All they've given me is a fur blanket and a pillow which I can smell the last prisoners breathe on it. Time for those thoughts that won't go away. The ones that eat me alive inside. The voices remind me of what I am. Time for memories of betrayal and realization. The ones that..that make me long… for what? I do not know. But I long for it with my silent cries…
The Angel's POV
"You have betrayed your orders! You disobey him, the almighty father whom we worship. For all he does for us, even so as created us, you turn you back on him. What makes you think you are as powerful to choose another choice without his approval, or even announcing it to him? My dear you have failed, and it hurts us all". I feel the guilt wash over me as he passes his last words in a whisper. "I...ughh I apologize for my act of betrayal, but you must know Michael, it was not with malicious intent! I do not enjoy keeping things from the dominions. I only acted on thoughts of good. God must know that, I know he acknowledges my true intent for stretching my duties as a dominion" I trail off slowly as I look to my feet.

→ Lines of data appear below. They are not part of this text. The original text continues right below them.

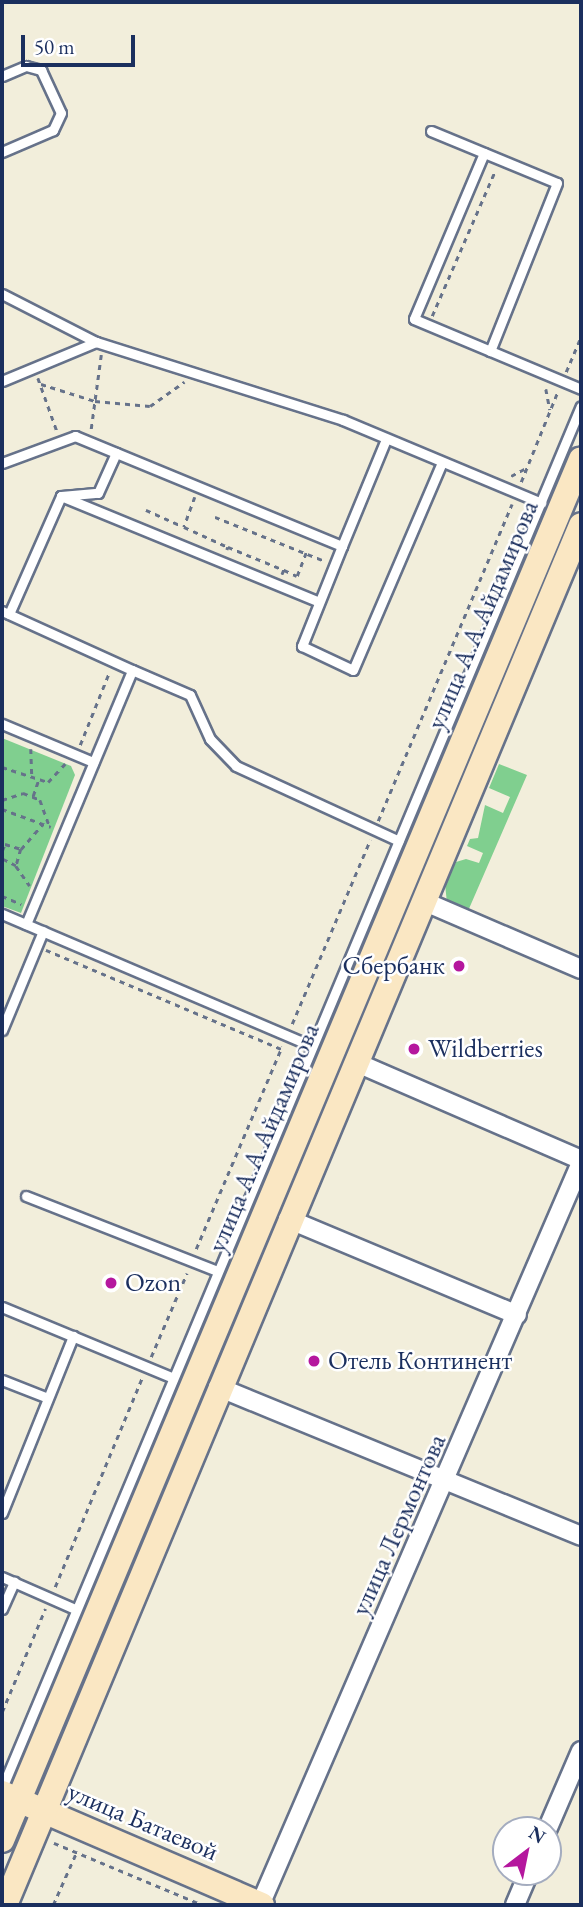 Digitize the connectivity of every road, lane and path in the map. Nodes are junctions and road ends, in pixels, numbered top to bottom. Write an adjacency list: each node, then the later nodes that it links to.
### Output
1 (2, 76): 3 (lane)
2 (431, 131): 4 (lane)
3 (2, 152)
4 (484, 153): 5 (lane); 7 (lane)
5 (500, 160): 7 (path); 10 (lane)
6 (2, 294): 9 (lane)
7 (427, 325): 10 (lane)
8 (581, 336): 14 (path)
9 (99, 343): 11 (lane); 13 (lane); 18 (path)
10 (490, 351): 12 (lane)
11 (34, 368): 15 (lane); 16 (path)
12 (541, 372): 14 (lane); 20 (path)
13 (204, 376): 18 (path); 21 (lane)
14 (562, 381): 17 (lane); 20 (path)
15 (2, 382)
16 (41, 384): 18 (path); 22 (path)
17 (581, 389)
18 (95, 401): 23 (path)
19 (581, 406): 31 (lane)
20 (550, 411): 29 (path)
21 (386, 439): 26 (lane); 36 (lane)
22 (61, 441): 23 (lane); 27 (lane)
23 (90, 442): 24 (lane)
24 (116, 453): 28 (lane); 30 (lane)
25 (581, 459): 110 (main road, улица А.А.Айдамирова)
26 (442, 462): 29 (lane); 43 (lane)
27 (2, 463)
28 (199, 487): 36 (lane); 37 (path)
29 (517, 493): 31 (lane); 63 (path)
30 (61, 496): 39 (lane); 44 (lane)
31 (541, 503): 65 (lane)
32 (146, 510): 34 (path)
33 (215, 517): 38 (path)
34 (179, 525)
35 (581, 525): 73 (main road, улица А.А.Айдамирова)
36 (342, 546): 40 (lane)
37 (228, 547): 39 (path); 41 (path)
38 (306, 553): 40 (path); 41 (path)
39 (222, 562): 42 (lane)
40 (334, 565): 43 (lane)
41 (284, 570): 42 (path)
42 (278, 585): 43 (lane)
43 (320, 602)
44 (5, 612): 45 (lane)
45 (113, 662): 46 (lane); 52 (path)
46 (132, 670): 53 (lane); 63 (lane)
47 (2, 724): 52 (lane)
48 (21, 742): 49 (path)
49 (30, 746): 50 (path); 55 (path)
50 (43, 751)
51 (56, 756): 52 (path)
52 (72, 760): 53 (lane); 56 (path)
53 (93, 762): 76 (lane)
54 (2, 767): 55 (path)
55 (32, 776): 56 (path)
56 (39, 779): 57 (path)
57 (32, 797): 58 (path); 61 (path)
58 (2, 800)
59 (2, 808): 60 (path)
60 (43, 824): 61 (path); 67 (path)
61 (50, 827): 62 (path)
62 (57, 830)
63 (375, 830): 65 (lane); 81 (path)
64 (2, 840): 66 (path)
65 (398, 841): 82 (lane)
66 (5, 844): 67 (path); 68 (path)
67 (21, 849): 70 (path)
68 (2, 851)
69 (2, 859): 70 (path)
70 (16, 866): 71 (path)
71 (38, 877)
72 (3, 895): 74 (path)
73 (423, 901): 79 (street); 84 (main road, улица А.А.Айдамирова)
74 (26, 906)
75 (2, 914): 76 (lane)
76 (26, 924): 77 (lane)
77 (43, 931): 78 (lane); 81 (lane)
78 (37, 946): 80 (lane); 83 (path)
79 (581, 969)
80 (2, 1030)
81 (287, 1034): 82 (lane); 83 (path)
82 (312, 1046): 90 (lane)
83 (281, 1049): 88 (path)
84 (355, 1062): 85 (street); 87 (main road, улица А.А.Айдамирова)
85 (581, 1162): 92 (street, улица Лермонтова)
86 (26, 1196): 90 (lane)
87 (288, 1219): 92 (street); 98 (main road, улица А.А.Айдамирова)
88 (195, 1252)
89 (189, 1269): 94 (path)
90 (217, 1271): 96 (lane)
91 (2, 1307): 93 (lane)
92 (517, 1315): 100 (street, улица Лермонтова)
93 (73, 1336): 96 (lane); 99 (lane)
94 (150, 1360)
95 (144, 1373): 105 (path)
96 (172, 1377): 107 (lane)
97 (2, 1380): 99 (lane)
98 (218, 1387): 100 (street); 111 (main road, улица А.А.Айдамирова)
99 (48, 1398): 101 (lane)
100 (447, 1481): 102 (street); 120 (street, улица Лермонтова)
101 (2, 1513)
102 (581, 1536)
103 (2, 1577): 104 (lane)
104 (14, 1582): 105 (lane); 106 (lane)
105 (50, 1598): 107 (lane); 108 (path)
106 (2, 1609)
107 (75, 1609): 110 (lane)
108 (2, 1712)
109 (581, 1751): 112 (street)
110 (7, 1794): 111 (main road, улица Батаевой); 113 (main road, улица А.А.Айдамирова)
111 (43, 1812): 117 (main road, улица А.А.Айдамирова); 120 (main road, улица Батаевой)
112 (553, 1816)
113 (2, 1840)
114 (54, 1843): 115 (path)
115 (77, 1850): 118 (path); 119 (path)
116 (523, 1886): 121 (street)
117 (5, 1905)
118 (53, 1905)
119 (203, 1905)
120 (261, 1905)
121 (515, 1905) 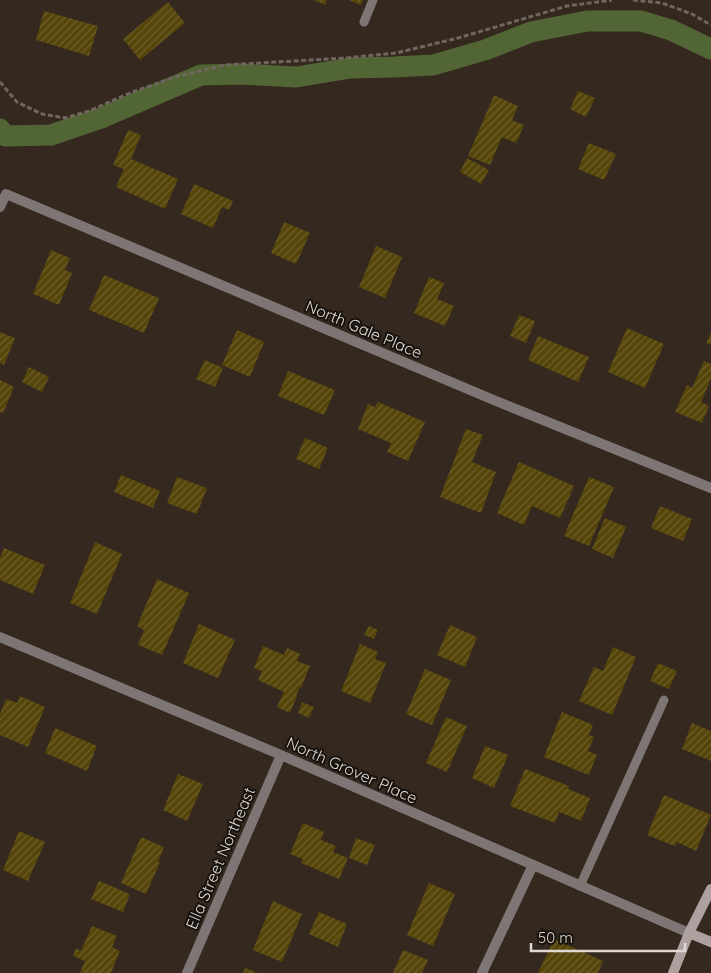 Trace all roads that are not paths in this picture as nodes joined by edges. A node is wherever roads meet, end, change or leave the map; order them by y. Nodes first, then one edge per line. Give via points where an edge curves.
1 (373, 0) edge
2 (364, 22) dead end
3 (0, 207) edge
4 (711, 488) edge
5 (0, 637) edge
6 (664, 700) dead end
7 (281, 755) junction
8 (533, 865) junction
9 (580, 886) junction
10 (711, 889) edge
11 (689, 933) junction
12 (711, 942) edge
13 (187, 973) edge
14 (482, 973) edge
15 (672, 973) edge

1 - 2 lane
3 - 4 street, North Gale Place via 6,194
5 - 7 street, North Grover Place
6 - 9 lane
7 - 8 street, North Grover Place
7 - 13 street, Ella Street Northeast
8 - 9 street, North Grover Place
8 - 14 street
9 - 11 street, North Grover Place
10 - 11 street
11 - 12 street
11 - 15 street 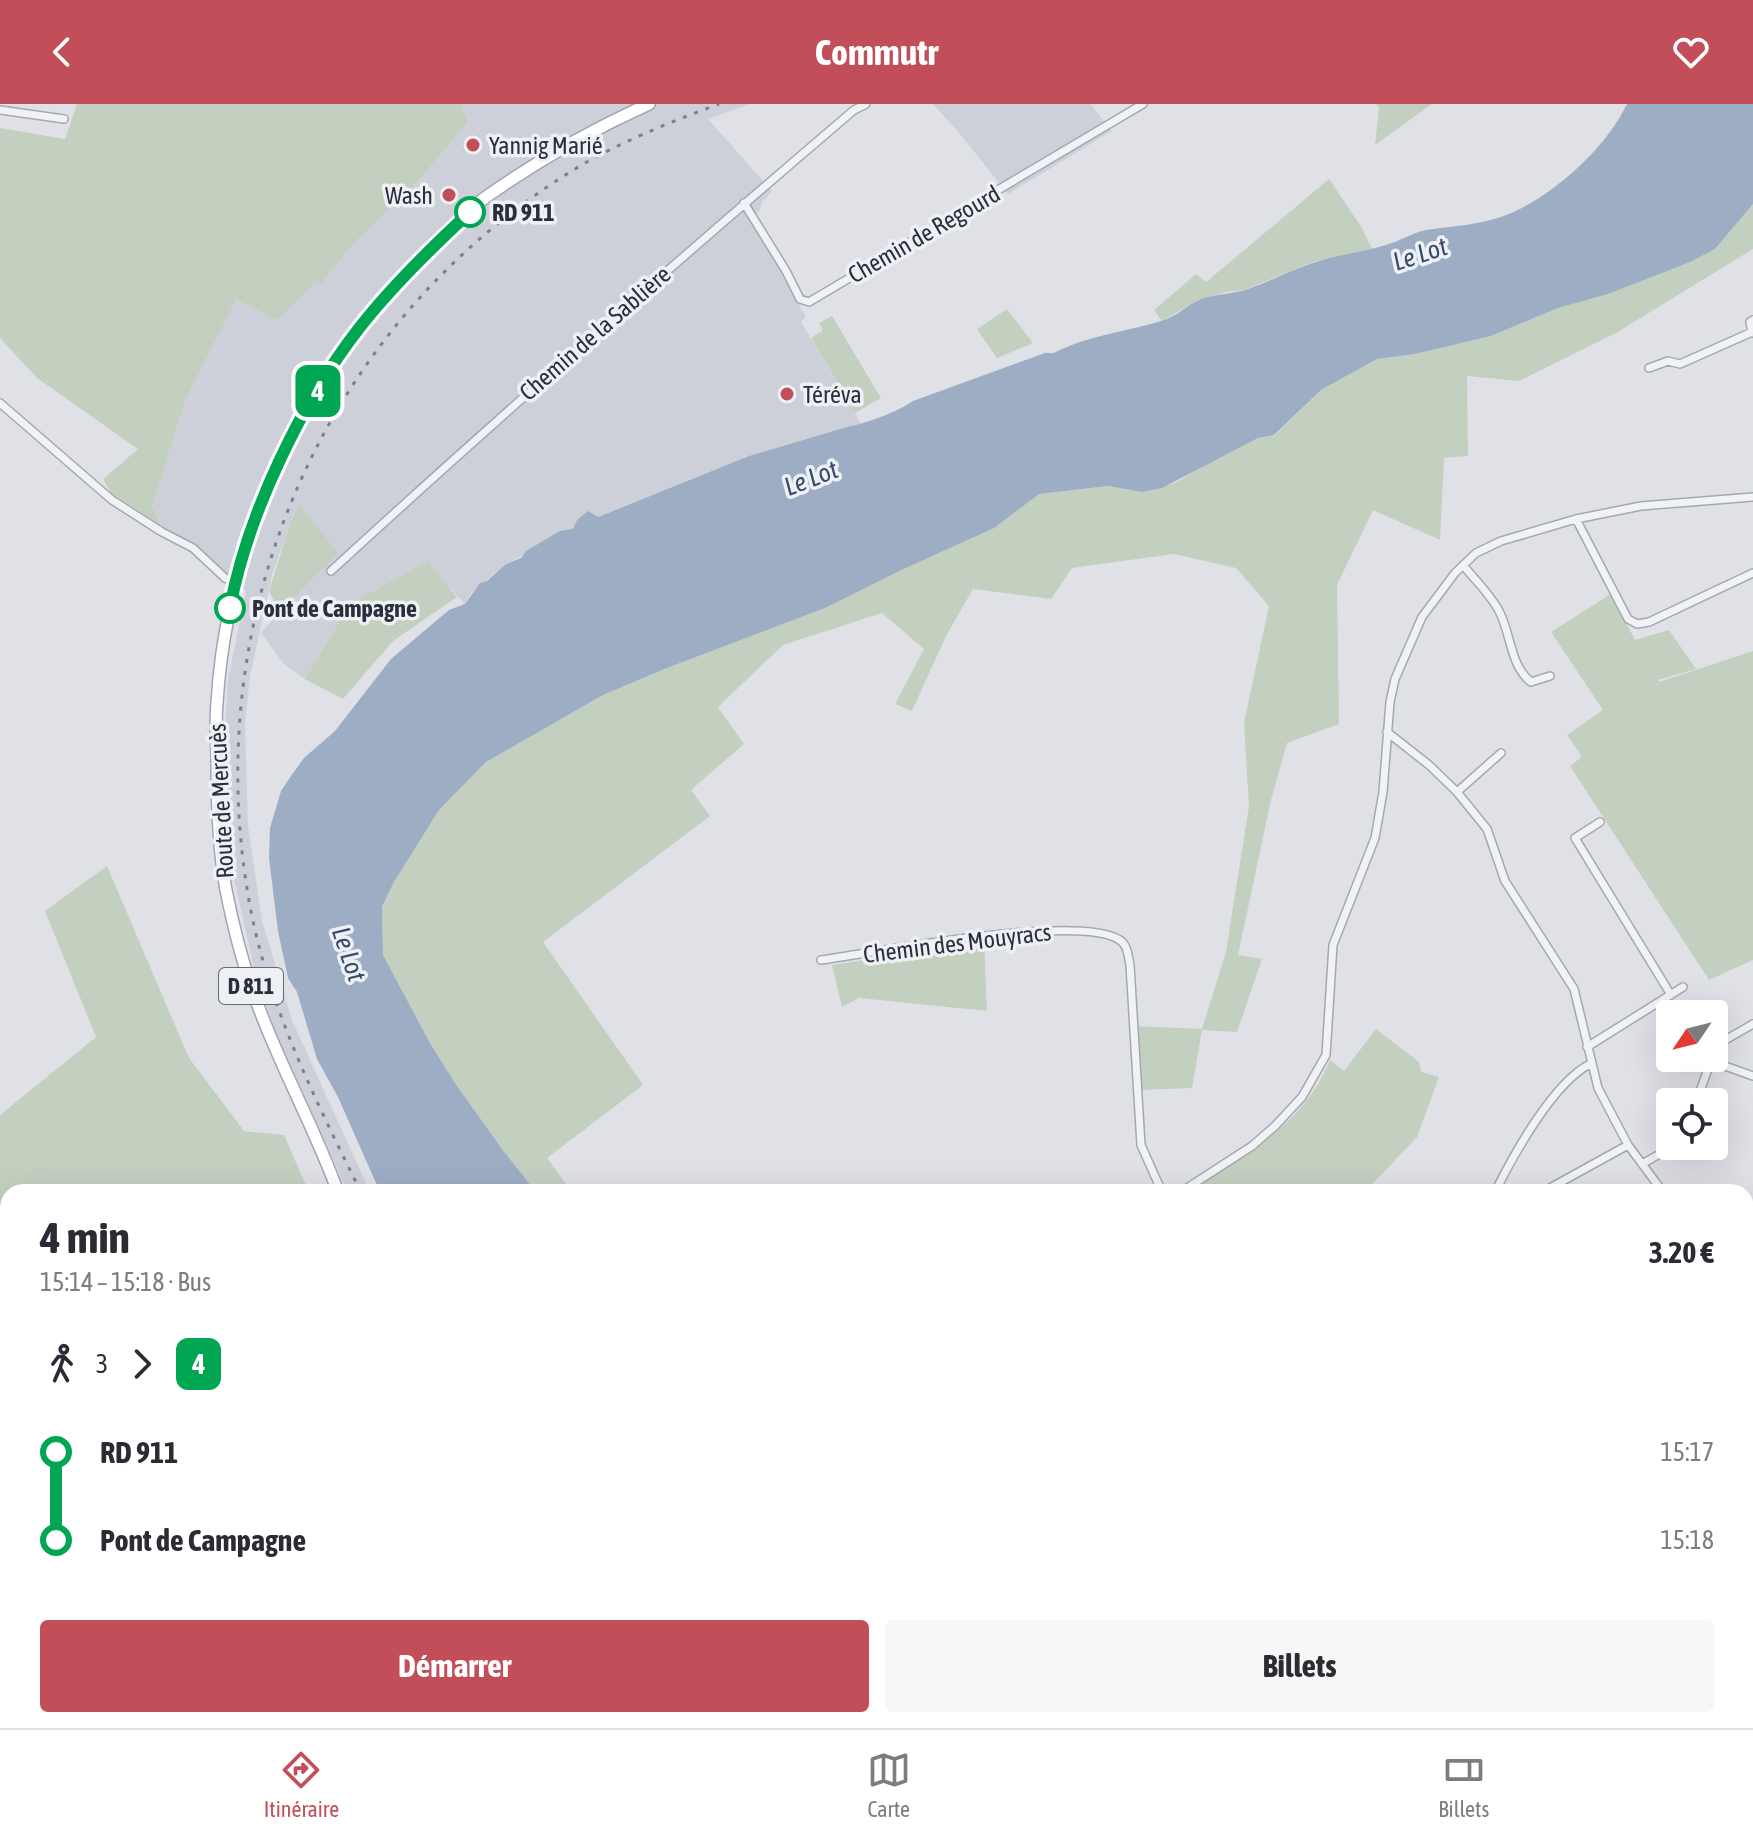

He walks over to me. Michael the archangel, such beauty and grace engulfs him. Such a wise angel and compassionate, but even he points out the fault I made. "You must serve punishment dear, you know that do you not?" he says. I sigh and look up to him "Yes Michael I know I have to serve whatever God and the governor's plan for me." He gives me a hopeful smile that says "I'm glad you understand". "I will talk to God and listen to the punishment he has set off for you, do not be weary, he does this all in good for you dear".
It's true, God knows all, past, present, and future. "Thank you Michael, I am grateful for your love you have shown me in my time of downfall" I give him a soft smile and step to hug him. I enjoy his hugs, Michael is like our big brother, on the watch for us but a true brother who gives sympathy and empathy always. "Go now dear, I shall return shortly" he says to me and kisses my forehead.
He flies off and vanishes quickly into nothing. I stare at the clouds and stars surrounding me. Heaven is my home, I am an angel, a dominion to be exact. My duty is to give out orders and missions to the angels who must only carry out God's missions. One on earth could say it resembles a desk job. Writing in scriptures and signing off duties for the messengers of God.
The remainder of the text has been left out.